Las anécdotas empiezan cuando conoce a Pedro Infante, cuando llega de Sinaloa, y así sin nada, y mi padre le hace las primeras fotos. Se hacen muy amigos, amigos, compañeros de parranda como las que se usaban antes, que era una parranda muy sana ¿no? Y lo acompañaba a cantar a Pedro a un salón de orquesta que había en el Hotel Reforma y le acompañaban un grupo de amigos y le hacían ronda ahí para animarlo, y mi padre cuenta que él era el presentador del show, pero al final le daban oportunidad a Pedro de que cantara, entonces cataba una canción que se llamaba Échale un quinto al piano y cuando terminaba los amigos empezaban a aventar algunos billetes y lo americanos aventaban dólares, y al final de eso recogían el dinero y Pedro les decía: Tú, cuánto pusiste, tu cuánto. Y les regresaba a cada quien su dinero y ya tenían para irse a pasear un buen rato...

HH: En aquella época que era lo grandioso de nuestra ciudad, que se conocía todo el mundo, eran abiertos, no había tantos problemas ¿no? Pero sobre todo el gusto por la gente, tanto de unos como de otros, estupendo eh.

JLG: En las matinees, en los cines, El Florida allá por el centro de la ciudad, el Cine Acapulco, había, aparte de la presentación de la película, había la parte musical en el intermedio, iban artistas a cantar.

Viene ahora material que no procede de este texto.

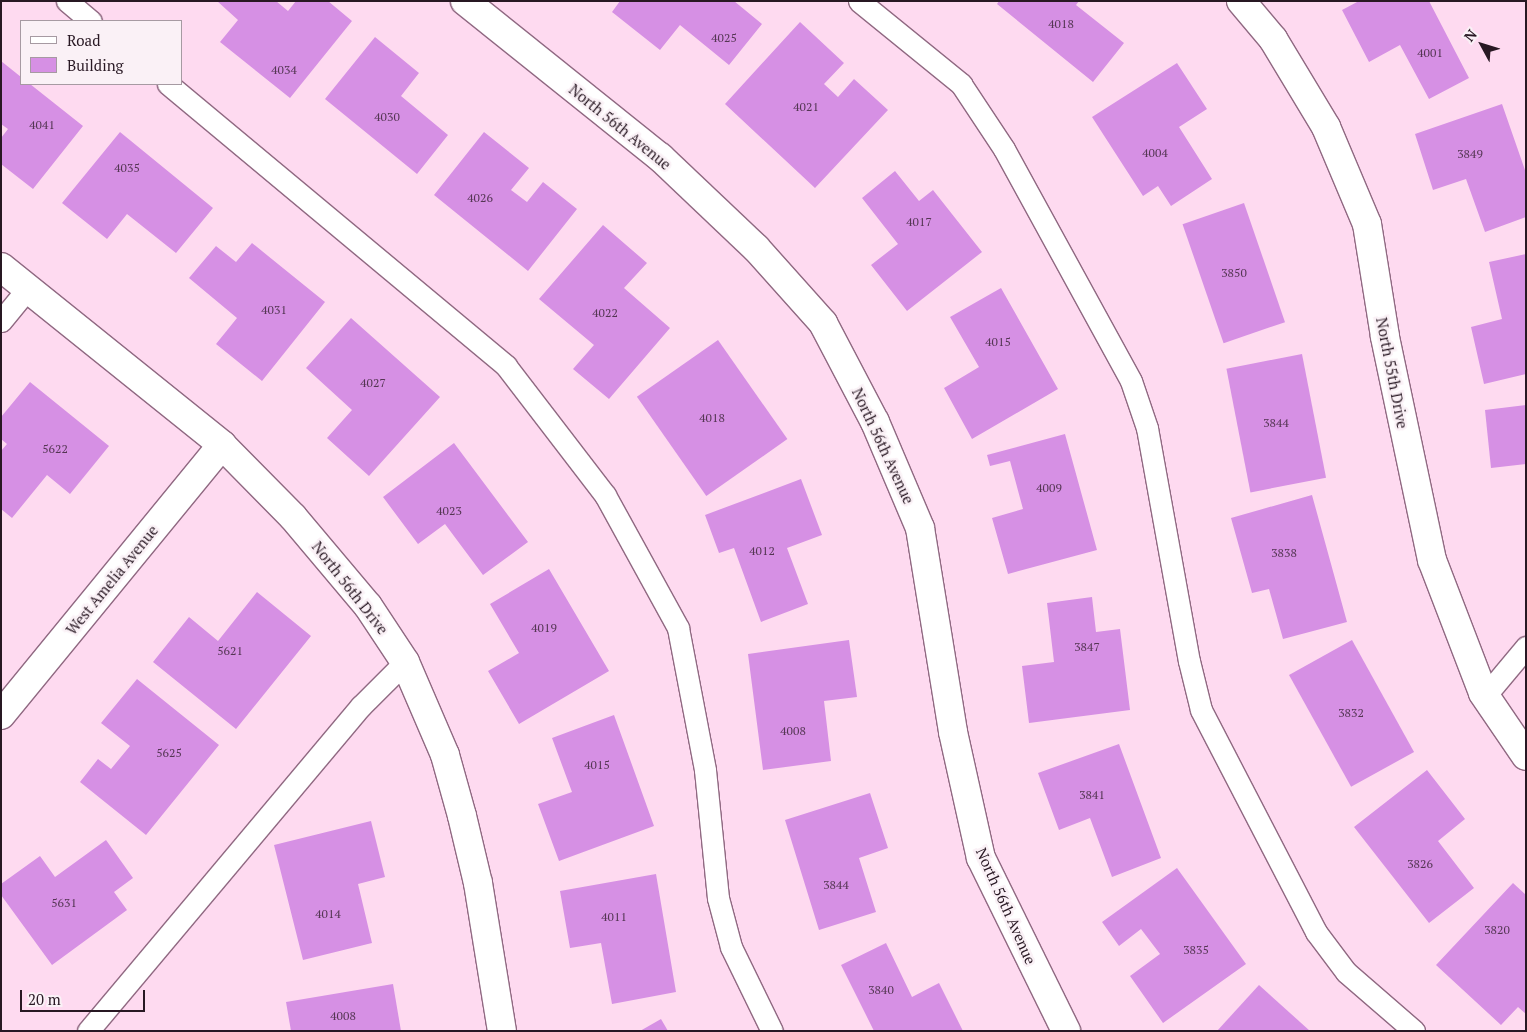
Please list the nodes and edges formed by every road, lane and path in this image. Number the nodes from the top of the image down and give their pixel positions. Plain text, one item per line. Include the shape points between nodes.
1 (67, 1) edge
2 (465, 1) edge
3 (859, 1) edge
4 (1241, 1) edge
5 (90, 20) edge
6 (169, 85) edge
7 (1, 267) edge
8 (28, 288) junction
9 (1, 320) edge
10 (222, 445) junction
11 (1526, 647) edge
12 (405, 662) junction
13 (1485, 696) junction
14 (1, 715) edge
15 (1526, 756) edge
16 (88, 1031) edge
17 (502, 1031) edge
18 (772, 1031) edge
19 (1066, 1031) edge
20 (1414, 1031) edge

1 - 5 lane
2 - 19 street, North 56th Avenue via 660,157 756,248 823,323 875,422 920,528 953,732 982,858
3 - 20 lane via 961,84 1004,149 1131,381 1147,428 1189,661 1201,710 1316,932 1346,972
4 - 13 street, North 55th Drive via 1273,39 1326,126 1367,224 1384,337 1432,560
6 - 18 lane via 506,366 605,495 678,628 705,770 718,898 731,947
7 - 8 street, North 56th Drive
8 - 9 lane
8 - 10 street, North 56th Drive
10 - 12 street, North 56th Drive via 294,517 368,606
10 - 14 street, West Amelia Avenue
11 - 13 lane
12 - 16 lane via 361,706
12 - 17 street, North 56th Drive via 445,755 462,816 478,883
13 - 15 street, North 55th Drive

HH: Sí, había otros cines anteriores a esos que mencionas como el Teresa, el Teatro Apolo, que estaban en las calles de San Juan de Letrán. San Juan de Letrán era la feria donde estaba ubicados todos los teatros importantes de la ciudad y sí, justamente las actividades que había en esos teatros se acompañaban con el piano, o la guitarra, o las actuaciones de algunos artistas ¿no?

MP: Ahora, tuvo una época muy importante en la cultura en México porque podemos ver en el libro las anécdotas que se cuentan, ese paso entre el teatro, la radio y el cine ¿no? Las diferentes etapas en la vida artística, cómo la radio tuvo su apogeo con la XEW, todas estas grandes radiodifusoras, después el paso al cine, al teatro cómico, a todo esto, o del teatro cómico a la radio y el cine.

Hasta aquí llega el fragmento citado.